ACTIVITY
Copy the opening lines of the listing exactly, through and including the line with "Extract the road"; do not copy any pictures.

PROVIDED DATA
..........
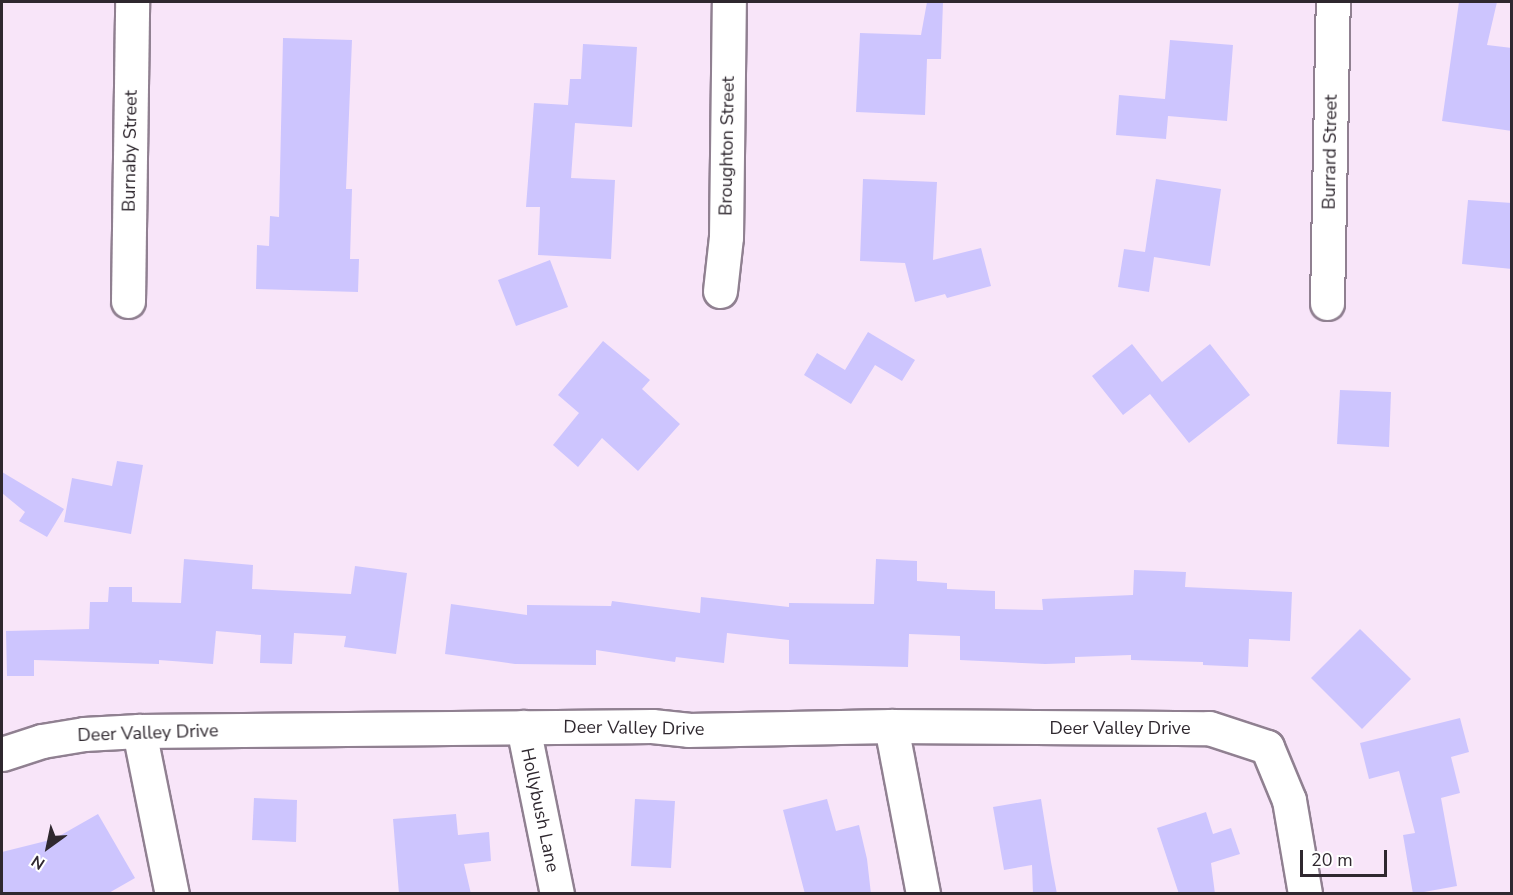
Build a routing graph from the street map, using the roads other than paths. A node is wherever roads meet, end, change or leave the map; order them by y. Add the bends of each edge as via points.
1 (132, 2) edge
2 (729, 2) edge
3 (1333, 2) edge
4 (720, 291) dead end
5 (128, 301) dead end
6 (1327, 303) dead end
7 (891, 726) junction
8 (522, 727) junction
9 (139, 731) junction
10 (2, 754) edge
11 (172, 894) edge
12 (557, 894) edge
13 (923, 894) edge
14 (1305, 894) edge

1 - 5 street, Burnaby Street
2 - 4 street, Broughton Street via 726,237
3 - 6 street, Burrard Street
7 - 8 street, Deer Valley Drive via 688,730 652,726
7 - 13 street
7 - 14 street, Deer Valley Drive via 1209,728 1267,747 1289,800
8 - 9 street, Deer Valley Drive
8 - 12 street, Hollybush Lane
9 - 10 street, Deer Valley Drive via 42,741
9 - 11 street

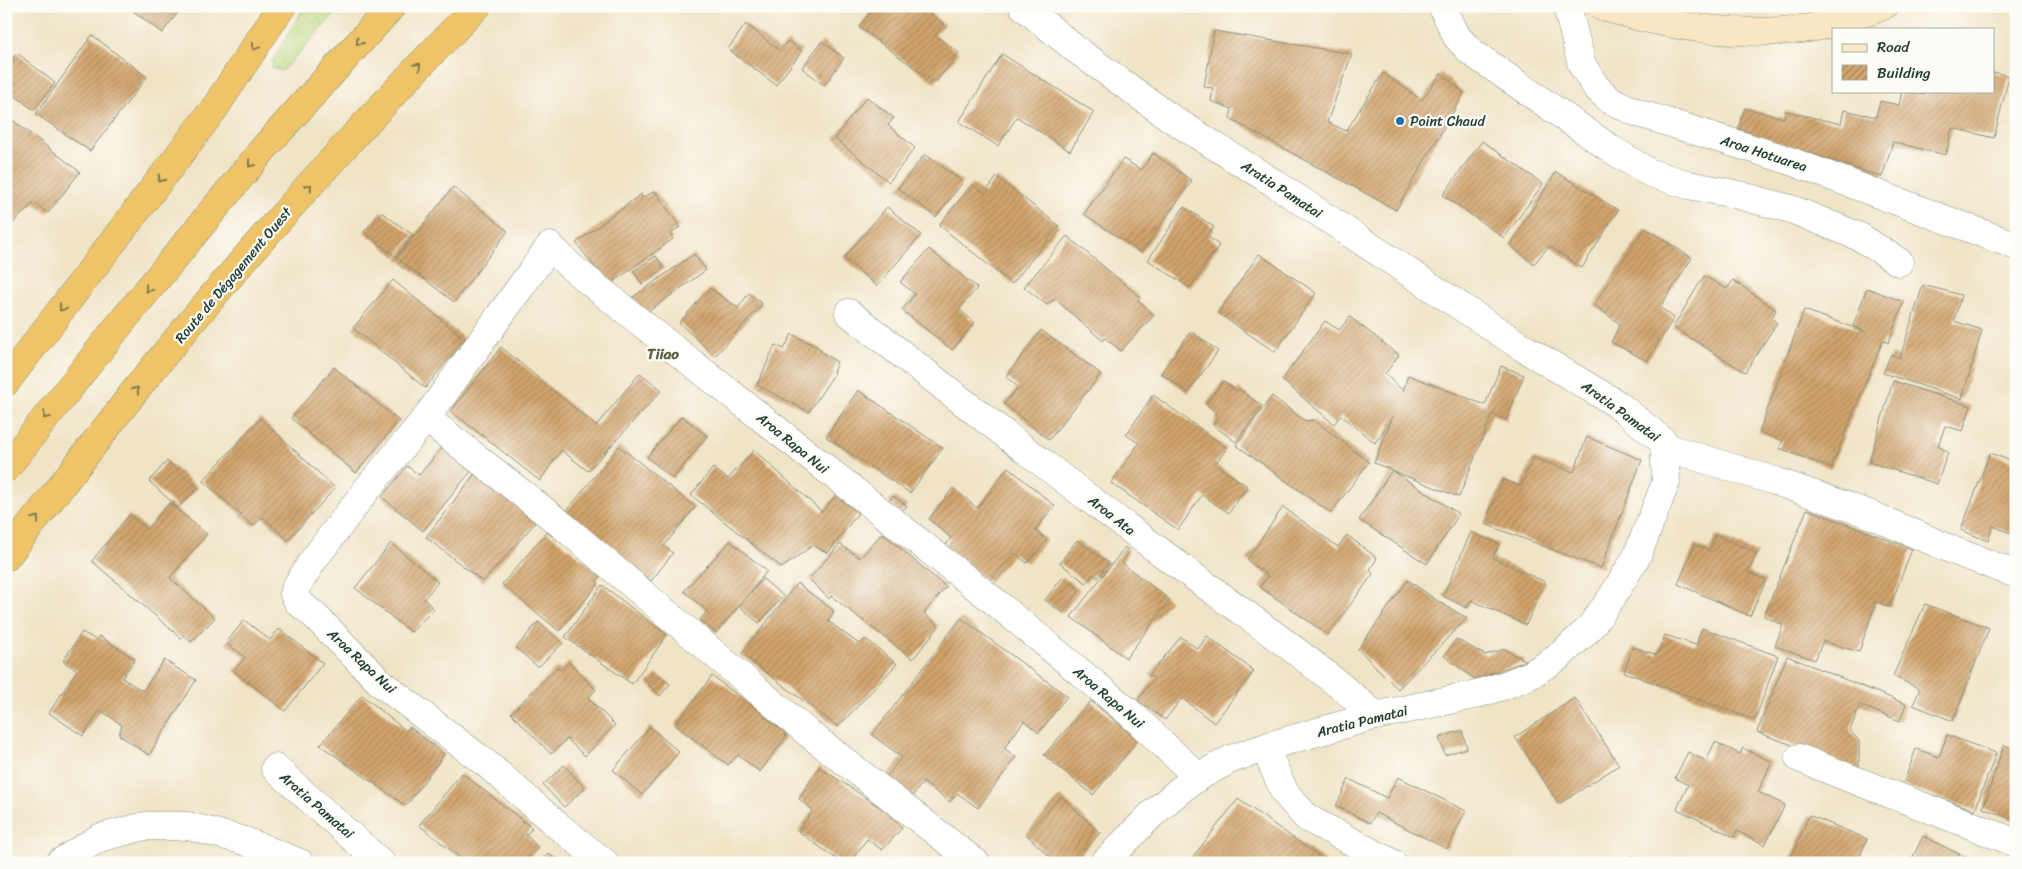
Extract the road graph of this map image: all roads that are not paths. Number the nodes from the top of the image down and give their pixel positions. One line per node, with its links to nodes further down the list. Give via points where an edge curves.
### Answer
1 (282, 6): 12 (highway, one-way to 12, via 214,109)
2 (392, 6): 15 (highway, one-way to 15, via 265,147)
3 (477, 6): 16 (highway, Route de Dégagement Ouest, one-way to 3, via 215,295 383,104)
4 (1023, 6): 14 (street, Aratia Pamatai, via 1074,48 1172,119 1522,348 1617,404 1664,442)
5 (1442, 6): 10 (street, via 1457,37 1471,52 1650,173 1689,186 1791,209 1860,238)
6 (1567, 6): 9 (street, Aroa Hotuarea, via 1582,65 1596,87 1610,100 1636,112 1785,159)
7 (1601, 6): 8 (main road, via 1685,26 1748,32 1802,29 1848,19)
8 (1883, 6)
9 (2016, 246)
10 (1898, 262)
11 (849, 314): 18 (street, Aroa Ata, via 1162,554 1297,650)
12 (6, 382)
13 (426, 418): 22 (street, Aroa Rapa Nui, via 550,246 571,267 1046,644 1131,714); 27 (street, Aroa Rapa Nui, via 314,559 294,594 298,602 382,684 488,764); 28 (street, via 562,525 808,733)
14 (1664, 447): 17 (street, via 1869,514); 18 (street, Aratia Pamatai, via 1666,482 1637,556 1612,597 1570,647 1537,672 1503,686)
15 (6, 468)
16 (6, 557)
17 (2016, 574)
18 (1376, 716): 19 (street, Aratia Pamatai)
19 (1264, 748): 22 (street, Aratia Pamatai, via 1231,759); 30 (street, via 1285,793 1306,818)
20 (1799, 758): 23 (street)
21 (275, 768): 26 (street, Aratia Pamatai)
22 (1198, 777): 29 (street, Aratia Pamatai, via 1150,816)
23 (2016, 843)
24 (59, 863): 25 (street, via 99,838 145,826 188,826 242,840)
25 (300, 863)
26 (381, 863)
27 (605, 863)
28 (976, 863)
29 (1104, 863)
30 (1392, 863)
..........
RESPONSE TO THIS EXERCISE
Build a routing graph from the street map, using the roads other than paths. A node is wherever roads meet, end, change or leave the map; order them by y. Add the bends of each edge as via points.
1 (132, 2) edge
2 (729, 2) edge
3 (1333, 2) edge
4 (720, 291) dead end
5 (128, 301) dead end
6 (1327, 303) dead end
7 (891, 726) junction
8 (522, 727) junction
9 (139, 731) junction
10 (2, 754) edge
11 (172, 894) edge
12 (557, 894) edge
13 (923, 894) edge
14 (1305, 894) edge

1 - 5 street, Burnaby Street
2 - 4 street, Broughton Street via 726,237
3 - 6 street, Burrard Street
7 - 8 street, Deer Valley Drive via 688,730 652,726
7 - 13 street
7 - 14 street, Deer Valley Drive via 1209,728 1267,747 1289,800
8 - 9 street, Deer Valley Drive
8 - 12 street, Hollybush Lane
9 - 10 street, Deer Valley Drive via 42,741
9 - 11 street

Extract the road graph of this map image: all roads that are not paths. Number the nodes from the top of the image down and give their pixel positions. One line per node, with its links to nodes further down the list. Give via points where an edge curves.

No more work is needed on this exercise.